I think the heart of the problem is the combination of the complexity of the problem and the simplicity of ad-sponsored media coverage. Nobody wants to (or probably could) write a story on the real NFV issues, because a catchy title gets all the ad servings you’re ever going to get on a piece. Vendors know that and so they feed the PR machine, and their goal is to get publicity for their own approach—likely to be minimalistic. And you need a well-funded vendor machine to attend standards meetings or run media events or sponsor analyst reports.
How about the heart of the solution? We have intent-model implementations today, of course, and so it would be possible to collect a good NFV solution from what’s out there. The key piece seems to be a tool to facilitate the automated creation of the intent models, to support the onboarding of VNFs and the setting of “type-standards” for the interfaces. EnterpriseWeb has showed that capability, and it wouldn’t be rocket science for other vendors to work out their own approaches.

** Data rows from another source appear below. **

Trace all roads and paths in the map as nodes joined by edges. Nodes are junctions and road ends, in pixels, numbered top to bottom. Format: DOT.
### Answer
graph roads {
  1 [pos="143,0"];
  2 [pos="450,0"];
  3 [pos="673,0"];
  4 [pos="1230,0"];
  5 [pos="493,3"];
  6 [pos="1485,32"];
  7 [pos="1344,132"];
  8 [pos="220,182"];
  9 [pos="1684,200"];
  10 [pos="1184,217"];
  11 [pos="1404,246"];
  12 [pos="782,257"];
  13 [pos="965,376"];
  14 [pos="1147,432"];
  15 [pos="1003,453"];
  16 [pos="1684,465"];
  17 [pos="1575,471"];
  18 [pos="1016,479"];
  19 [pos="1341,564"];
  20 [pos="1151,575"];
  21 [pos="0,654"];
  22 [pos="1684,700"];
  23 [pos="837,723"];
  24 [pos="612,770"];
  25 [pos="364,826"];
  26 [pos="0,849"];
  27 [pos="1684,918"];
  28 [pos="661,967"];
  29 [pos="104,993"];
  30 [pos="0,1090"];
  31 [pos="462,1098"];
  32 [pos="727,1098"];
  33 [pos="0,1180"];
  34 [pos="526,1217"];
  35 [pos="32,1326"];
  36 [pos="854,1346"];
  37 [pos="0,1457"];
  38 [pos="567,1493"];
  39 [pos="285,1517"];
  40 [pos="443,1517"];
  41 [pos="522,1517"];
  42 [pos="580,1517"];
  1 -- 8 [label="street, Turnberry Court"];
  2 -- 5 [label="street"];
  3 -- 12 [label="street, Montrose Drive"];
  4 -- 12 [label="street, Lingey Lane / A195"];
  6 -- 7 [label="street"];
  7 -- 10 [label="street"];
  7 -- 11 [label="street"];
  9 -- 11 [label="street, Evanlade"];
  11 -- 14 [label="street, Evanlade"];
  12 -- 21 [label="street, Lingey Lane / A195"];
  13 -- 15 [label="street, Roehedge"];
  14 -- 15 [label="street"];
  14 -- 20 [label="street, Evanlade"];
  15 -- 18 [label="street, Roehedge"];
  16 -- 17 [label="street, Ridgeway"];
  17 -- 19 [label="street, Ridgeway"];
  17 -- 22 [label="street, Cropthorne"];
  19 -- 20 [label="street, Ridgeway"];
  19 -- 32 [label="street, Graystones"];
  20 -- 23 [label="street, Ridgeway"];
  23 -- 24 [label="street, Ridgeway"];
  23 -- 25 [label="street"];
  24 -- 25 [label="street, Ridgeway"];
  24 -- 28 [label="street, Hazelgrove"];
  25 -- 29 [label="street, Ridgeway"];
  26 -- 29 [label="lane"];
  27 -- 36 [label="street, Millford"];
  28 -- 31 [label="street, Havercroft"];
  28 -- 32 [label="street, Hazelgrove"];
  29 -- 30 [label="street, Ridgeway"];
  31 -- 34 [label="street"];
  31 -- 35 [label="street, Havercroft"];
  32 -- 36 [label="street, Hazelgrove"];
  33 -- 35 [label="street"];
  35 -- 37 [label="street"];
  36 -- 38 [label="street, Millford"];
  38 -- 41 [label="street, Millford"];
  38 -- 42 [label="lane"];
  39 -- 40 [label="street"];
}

It would help if we accepted the fact that “type-standards” are essential. All VNFs have some common management properties, and all have to support lifecycle steps like horizontal scaling and redeployment. All VNFs that have the same mission (like “firewall”) should also have common properties at a deeper level. Remember that we defined SNMP MIBs for classes of devices; why should it be any harder for classes of VNF? ETSI NFV ISG: If you’re listening and looking for useful work, here is the most useful thing you could be doing!
The media could help here too. Light Reading has done a number of NFV articles, including the one that I opened with. It would be helpful if they’d cover the real issues here, including the fact that no international standards group or body with the same biases as the NFV ISG has a better chance of getting things right. This is a software problem that software architectures and architects have to solve for us.
It may also help that we could get a new body working on the problem. ETSI is setting up a zero-touch automation group, interesting given that the NFV ISG should have addressed that in their MANO work, that the TMF has had a ZOOM (Zero-touch Orchestration, Operation, and Management) project since 2014, and that automation of the service lifecycle is at least implicit in almost all the open-source MANO stuff out there, including ONAP. A majority of the operators supporting the new ETSI group tell me that they’d like to see ONAP absorbed into it somehow.
These things may “help”, but optimal NFV demands optimal software, which is hard to achieve if you’ve started off with a design that doesn’t address the simple truth that no efficient service lifecycle management is possible if all the things you’re managing look different and require specific and specialized accommodation. This isn’t how software is supposed to work, particularly in the cloud. We can do a lot by adding object-intent-model abstractions to the VNFs and integrating them that way, but it’s not as good an approach as starting with the right software architecture. We should be building on intent modeling, not trying to retrofit it.
That, of course, is the heart of the problem and an issue we’re not addressing. You need software architecture to do software, and that architecture sets the tone for the capabilities in terms of functionality, composability, and lifecycle management. It’s hard to say whether we could effectively re-architect the NFV model the right way at this point without seeming to invalidate everything done so far, but we may have to face that to keep NFV on a relevant track.